[Stored data]
+ + + + + + +
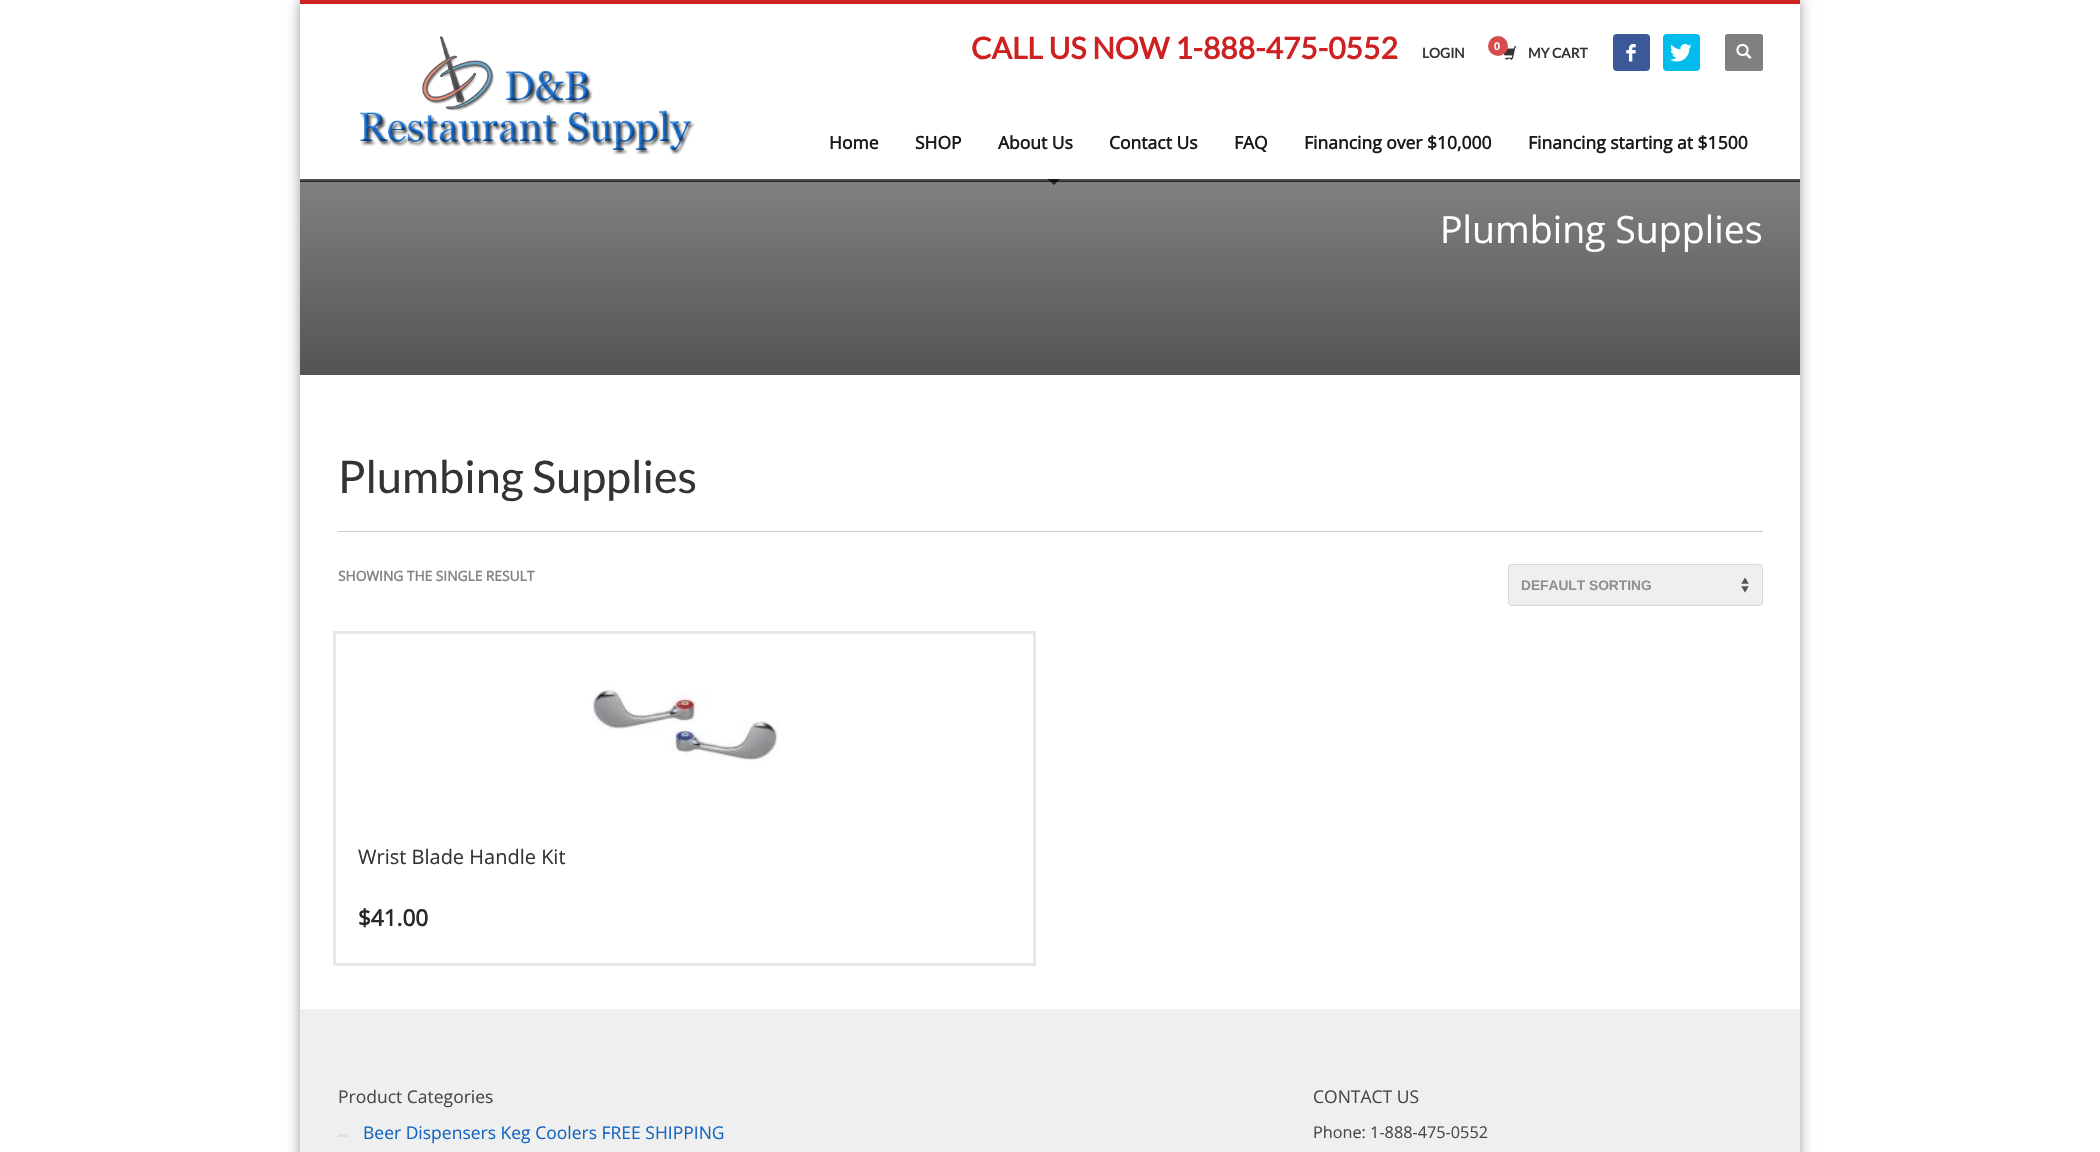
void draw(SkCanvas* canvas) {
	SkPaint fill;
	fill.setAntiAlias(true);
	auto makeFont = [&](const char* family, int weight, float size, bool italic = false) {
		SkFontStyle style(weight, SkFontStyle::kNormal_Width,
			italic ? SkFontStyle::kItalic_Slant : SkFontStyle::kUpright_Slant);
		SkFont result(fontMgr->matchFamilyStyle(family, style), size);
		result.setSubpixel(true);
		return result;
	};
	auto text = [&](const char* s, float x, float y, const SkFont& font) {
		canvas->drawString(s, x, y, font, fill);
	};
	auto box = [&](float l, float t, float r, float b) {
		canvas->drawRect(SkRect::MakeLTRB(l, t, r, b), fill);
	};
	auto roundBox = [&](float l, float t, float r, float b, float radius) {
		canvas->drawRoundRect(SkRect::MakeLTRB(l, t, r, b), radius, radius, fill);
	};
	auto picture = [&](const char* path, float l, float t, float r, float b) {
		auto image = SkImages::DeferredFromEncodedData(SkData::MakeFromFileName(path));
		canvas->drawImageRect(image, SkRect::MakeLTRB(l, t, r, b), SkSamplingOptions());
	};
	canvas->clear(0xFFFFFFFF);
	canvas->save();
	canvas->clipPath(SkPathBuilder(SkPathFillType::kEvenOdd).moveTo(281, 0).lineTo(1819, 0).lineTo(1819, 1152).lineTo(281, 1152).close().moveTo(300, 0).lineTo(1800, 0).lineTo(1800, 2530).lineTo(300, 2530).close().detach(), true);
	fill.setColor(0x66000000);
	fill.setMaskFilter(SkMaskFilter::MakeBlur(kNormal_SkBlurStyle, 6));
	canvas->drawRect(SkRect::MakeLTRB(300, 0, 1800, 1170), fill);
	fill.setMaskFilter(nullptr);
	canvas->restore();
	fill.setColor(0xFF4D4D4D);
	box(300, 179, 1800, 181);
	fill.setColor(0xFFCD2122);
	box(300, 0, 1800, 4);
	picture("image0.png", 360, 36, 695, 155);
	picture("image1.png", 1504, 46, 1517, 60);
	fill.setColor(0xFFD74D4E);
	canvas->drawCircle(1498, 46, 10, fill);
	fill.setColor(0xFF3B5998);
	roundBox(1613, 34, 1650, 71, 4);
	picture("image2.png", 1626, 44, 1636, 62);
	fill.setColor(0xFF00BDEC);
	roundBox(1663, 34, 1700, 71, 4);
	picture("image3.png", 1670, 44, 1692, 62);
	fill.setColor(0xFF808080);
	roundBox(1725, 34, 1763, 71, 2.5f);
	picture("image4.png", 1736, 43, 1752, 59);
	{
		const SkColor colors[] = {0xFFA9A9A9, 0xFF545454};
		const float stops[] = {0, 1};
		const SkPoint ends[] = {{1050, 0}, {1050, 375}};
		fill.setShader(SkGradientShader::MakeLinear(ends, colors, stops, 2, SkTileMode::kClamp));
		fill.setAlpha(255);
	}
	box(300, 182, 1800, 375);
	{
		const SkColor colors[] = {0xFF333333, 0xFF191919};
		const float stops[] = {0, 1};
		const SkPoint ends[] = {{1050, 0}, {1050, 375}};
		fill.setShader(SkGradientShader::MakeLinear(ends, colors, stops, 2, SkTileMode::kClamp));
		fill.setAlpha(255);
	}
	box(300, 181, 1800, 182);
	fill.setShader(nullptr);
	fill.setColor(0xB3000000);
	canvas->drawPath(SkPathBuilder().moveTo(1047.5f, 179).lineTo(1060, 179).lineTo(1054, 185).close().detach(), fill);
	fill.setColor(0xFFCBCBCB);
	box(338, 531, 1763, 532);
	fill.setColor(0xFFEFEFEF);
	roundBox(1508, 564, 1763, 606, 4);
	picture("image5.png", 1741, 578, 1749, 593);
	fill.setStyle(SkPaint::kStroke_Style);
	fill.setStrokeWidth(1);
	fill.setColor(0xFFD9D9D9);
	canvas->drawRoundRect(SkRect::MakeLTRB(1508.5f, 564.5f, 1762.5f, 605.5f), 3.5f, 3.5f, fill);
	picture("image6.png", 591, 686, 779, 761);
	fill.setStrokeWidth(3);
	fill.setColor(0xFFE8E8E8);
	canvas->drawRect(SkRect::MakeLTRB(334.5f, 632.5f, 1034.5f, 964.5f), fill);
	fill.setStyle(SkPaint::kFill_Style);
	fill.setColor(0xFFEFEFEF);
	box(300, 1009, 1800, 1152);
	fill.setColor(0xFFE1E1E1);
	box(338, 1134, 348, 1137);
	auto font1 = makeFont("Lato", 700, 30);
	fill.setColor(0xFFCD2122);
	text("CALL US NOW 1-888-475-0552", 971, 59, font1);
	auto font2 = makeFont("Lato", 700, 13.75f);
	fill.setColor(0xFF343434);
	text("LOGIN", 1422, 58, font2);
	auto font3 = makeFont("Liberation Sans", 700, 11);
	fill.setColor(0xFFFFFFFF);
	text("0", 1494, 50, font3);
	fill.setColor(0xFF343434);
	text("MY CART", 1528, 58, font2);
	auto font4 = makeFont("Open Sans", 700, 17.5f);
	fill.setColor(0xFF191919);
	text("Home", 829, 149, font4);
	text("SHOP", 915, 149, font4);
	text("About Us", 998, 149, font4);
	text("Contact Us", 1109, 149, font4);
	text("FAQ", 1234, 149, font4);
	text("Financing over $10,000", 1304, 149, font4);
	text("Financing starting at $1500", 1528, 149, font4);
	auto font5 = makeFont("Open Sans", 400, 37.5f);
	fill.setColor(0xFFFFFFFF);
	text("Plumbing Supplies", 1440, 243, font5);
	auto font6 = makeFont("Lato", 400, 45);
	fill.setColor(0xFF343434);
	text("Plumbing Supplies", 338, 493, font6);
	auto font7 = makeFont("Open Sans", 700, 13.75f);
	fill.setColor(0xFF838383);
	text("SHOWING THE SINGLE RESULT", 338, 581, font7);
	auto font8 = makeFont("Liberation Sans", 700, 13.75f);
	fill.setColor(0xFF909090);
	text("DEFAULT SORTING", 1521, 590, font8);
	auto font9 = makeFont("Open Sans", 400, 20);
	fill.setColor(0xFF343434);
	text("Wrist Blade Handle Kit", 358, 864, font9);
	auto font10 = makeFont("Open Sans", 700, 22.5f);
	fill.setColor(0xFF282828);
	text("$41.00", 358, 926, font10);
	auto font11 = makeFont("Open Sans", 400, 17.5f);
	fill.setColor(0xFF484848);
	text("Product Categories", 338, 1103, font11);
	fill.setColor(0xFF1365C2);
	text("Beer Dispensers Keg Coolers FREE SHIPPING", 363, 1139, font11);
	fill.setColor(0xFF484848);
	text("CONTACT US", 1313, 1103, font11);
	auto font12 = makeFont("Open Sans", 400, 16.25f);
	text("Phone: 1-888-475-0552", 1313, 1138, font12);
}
+ + + + + + +
EXERCISE DIRECTIONS - Your answer should consist of every line from the entries that holds "SkFontStyle".

ANSWER TO THE EXERCISE -
		SkFontStyle style(weight, SkFontStyle::kNormal_Width,
			italic ? SkFontStyle::kItalic_Slant : SkFontStyle::kUpright_Slant);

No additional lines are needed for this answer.